What did I do to deserve this?
Why can't I make this feeling go away?
Why?
Me?
I wouldn't wish this on anyone. Even if they had done horrible things to me. Nobody deserves to feel like this. Nobody. So, why do I? Every day is a struggle just to get out of bed. Half the time, I lose that struggle and give in. I just close my eyes and go back to sleep. Stay inside where it's dark and safe. Where nobody can judge me and make fun of me. Where nobody can call me crazy or say it's an excuse and it's not a real disability. My dreams are far better than this reality.
I'm sad. I'm hopeless. I'm scared. I'm lonely. I'm lost.
I don't want to be this way. I don't want to waste the life that has been gifted to me. I don't want to miss out on important events in the lives of those I love. I don't want to feel tired even after sleeping for 48 hours. I don't want to be a joke or the person everyone feels sorry for. Pity is the last thing I need or want.
Understanding would be nice.
Therapy and medication that actually works like it's supposed to would be even better. Medication and therapy that I could afford might make things easier. Not being a lab rat for a doctor to test drug after drug after drug on only to have minimal success for a few months and then crash into the wall of depression and anxiety so hard it shakes my entire world. And on to the next drug. Let's see if this works. They all work, at first. And then I mind fuck myself into believing and wanting SO bad for it to still be working that when I realize I'm sinking again...it's too late.
I've lost a friend.
I've lost a love.
I've lost a job.
I've lost control.
When does it end?
It's the most vicious circle. Frustration doesn't begin to describe this.
So, I keep trying and fighting and being the lab rat. I keep losing and explaining and hoping the people around me will love me enough to try and understand. I pray I won't lose another friend or job because I can't control this sadness. I pray I won't end up doped up in some institution just a heartbeat with dead eyes and drool falling from my face. How long can I keep fighting before I just resign to that existence? Maybe that'd be better for everyone. It's not like I'm living anyway and I'm just a burden to people anyway. Right?

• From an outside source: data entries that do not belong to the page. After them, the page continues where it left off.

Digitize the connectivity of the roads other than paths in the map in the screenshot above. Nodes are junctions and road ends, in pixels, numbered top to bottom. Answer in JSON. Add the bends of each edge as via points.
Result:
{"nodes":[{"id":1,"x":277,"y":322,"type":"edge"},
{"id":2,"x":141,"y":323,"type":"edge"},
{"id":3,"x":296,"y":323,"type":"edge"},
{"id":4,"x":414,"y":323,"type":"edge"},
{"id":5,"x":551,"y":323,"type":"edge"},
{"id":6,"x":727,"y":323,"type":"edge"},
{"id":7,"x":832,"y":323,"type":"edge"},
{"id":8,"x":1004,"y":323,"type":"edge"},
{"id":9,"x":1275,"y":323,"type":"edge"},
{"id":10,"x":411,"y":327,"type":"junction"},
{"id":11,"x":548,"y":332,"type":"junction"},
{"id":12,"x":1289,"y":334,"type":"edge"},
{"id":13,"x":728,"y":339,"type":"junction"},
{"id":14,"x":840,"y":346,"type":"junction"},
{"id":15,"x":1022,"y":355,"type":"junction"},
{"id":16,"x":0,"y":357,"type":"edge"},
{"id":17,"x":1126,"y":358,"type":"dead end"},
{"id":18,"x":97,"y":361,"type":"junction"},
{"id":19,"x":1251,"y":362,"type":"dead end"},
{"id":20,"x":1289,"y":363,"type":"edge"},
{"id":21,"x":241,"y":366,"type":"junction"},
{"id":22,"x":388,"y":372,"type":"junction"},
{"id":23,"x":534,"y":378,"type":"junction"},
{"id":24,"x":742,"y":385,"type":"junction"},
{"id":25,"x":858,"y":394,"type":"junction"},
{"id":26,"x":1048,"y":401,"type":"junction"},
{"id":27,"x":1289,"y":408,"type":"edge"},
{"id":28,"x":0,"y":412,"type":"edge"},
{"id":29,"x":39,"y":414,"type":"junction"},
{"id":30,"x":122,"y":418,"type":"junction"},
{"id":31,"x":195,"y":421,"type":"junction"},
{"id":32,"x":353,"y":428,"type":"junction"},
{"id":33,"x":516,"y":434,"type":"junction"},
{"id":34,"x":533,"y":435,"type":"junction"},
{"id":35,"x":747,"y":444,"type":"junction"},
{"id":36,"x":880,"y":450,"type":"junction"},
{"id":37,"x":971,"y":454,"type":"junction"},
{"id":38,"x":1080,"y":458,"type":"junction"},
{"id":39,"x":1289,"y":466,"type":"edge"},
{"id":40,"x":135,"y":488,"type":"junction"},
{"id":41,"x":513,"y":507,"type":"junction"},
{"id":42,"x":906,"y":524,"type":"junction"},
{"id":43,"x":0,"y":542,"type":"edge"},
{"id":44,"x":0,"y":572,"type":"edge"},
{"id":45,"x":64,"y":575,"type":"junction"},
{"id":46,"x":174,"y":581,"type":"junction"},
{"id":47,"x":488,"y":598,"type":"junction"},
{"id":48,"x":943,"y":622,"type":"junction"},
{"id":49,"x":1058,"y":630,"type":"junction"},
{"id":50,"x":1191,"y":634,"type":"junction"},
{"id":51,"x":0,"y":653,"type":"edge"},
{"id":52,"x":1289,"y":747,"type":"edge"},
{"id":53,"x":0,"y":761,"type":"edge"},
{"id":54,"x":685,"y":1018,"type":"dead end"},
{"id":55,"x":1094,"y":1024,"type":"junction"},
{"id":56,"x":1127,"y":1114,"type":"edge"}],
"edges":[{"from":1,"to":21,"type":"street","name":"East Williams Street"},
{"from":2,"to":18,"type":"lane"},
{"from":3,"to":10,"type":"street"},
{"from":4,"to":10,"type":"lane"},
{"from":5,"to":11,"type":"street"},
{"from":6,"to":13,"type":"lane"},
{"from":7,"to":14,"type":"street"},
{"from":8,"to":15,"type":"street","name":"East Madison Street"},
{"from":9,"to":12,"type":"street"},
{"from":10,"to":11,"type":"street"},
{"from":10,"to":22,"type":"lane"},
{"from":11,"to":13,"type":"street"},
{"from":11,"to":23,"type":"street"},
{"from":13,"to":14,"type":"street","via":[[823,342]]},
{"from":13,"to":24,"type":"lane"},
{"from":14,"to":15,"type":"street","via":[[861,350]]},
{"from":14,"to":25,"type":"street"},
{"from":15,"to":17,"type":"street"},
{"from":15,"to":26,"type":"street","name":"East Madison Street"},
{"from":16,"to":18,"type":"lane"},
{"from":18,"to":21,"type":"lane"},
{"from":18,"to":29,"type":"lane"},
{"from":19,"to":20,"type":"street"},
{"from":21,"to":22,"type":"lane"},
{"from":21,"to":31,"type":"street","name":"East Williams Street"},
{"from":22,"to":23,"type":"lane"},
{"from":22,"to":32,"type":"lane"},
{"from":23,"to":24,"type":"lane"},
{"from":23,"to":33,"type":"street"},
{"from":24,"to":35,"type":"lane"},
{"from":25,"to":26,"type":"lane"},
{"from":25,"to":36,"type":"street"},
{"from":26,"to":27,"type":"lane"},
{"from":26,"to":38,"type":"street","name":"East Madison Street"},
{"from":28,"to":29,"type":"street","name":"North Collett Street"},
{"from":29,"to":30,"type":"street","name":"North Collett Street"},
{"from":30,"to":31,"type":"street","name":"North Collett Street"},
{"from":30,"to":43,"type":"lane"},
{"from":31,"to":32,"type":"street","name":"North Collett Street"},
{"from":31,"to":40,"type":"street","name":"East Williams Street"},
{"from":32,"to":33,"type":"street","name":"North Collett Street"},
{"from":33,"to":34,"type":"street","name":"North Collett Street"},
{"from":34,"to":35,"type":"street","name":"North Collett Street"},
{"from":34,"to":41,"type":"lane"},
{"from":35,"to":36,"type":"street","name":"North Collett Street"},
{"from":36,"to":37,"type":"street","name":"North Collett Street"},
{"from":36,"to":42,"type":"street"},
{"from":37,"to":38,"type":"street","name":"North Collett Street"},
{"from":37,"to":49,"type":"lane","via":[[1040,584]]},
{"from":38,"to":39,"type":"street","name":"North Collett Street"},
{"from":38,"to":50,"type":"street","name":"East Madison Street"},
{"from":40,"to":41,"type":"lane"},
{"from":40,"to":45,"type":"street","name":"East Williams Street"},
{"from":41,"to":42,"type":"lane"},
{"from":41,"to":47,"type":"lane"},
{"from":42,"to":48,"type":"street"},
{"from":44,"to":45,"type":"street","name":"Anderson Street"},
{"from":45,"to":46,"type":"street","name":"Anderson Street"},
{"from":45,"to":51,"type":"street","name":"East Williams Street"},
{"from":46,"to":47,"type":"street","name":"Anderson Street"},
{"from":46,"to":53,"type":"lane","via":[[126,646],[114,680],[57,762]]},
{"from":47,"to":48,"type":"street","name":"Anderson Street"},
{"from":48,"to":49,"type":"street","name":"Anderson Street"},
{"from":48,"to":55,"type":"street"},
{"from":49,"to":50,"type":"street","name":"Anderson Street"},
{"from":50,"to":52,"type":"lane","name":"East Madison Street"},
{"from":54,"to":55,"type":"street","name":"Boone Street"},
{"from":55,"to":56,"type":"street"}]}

Sometimes, the dark rolls in like thick clouds and I can almost literally feel it envelope my body. Sometimes, I can fight it off. Nobody ever seems to be around when I do that. They're only around when I can't.

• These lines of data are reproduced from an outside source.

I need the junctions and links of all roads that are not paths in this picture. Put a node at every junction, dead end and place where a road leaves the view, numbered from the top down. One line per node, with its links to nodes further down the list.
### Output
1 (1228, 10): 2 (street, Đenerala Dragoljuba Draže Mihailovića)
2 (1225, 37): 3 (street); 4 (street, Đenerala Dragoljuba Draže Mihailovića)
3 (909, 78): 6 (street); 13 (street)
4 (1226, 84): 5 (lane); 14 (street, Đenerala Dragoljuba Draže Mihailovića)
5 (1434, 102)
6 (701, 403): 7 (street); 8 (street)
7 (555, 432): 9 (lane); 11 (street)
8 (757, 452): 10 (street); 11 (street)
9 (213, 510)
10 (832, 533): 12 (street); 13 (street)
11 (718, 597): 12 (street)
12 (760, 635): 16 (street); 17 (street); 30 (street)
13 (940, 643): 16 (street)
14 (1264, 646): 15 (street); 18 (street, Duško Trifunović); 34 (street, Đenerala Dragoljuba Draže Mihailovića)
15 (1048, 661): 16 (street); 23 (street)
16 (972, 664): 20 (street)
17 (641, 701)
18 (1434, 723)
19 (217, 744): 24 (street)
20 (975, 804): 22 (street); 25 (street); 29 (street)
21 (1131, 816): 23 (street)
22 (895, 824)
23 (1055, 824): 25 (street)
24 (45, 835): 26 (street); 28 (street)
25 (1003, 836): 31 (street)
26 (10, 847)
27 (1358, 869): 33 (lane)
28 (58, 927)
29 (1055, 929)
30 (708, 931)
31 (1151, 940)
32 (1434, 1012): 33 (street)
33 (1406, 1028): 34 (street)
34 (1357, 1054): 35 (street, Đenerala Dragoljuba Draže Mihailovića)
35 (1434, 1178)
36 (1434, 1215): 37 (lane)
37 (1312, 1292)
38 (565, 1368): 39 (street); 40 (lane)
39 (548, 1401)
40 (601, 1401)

And they never seem to give me the feeling they believe me when I say I WANT to fight. That I DON'T want to be this way. I DON'T want pity and I'm not using this as some excuse to be lazy or fuck up. I'd much rather fuck up knowingly, at least then I can own up to it. It seems the words "I don't know. I didn't mean to. I'm sorry" cross my lips more often than not.
And it sucks.
And then they're times when the depression turns into anxiety...or triggers anxiety...or maybe the anxiety attack is so severe that I just forget about the depression all together.
Being sad sucks ass.
Losing control of your body is MUCH worse.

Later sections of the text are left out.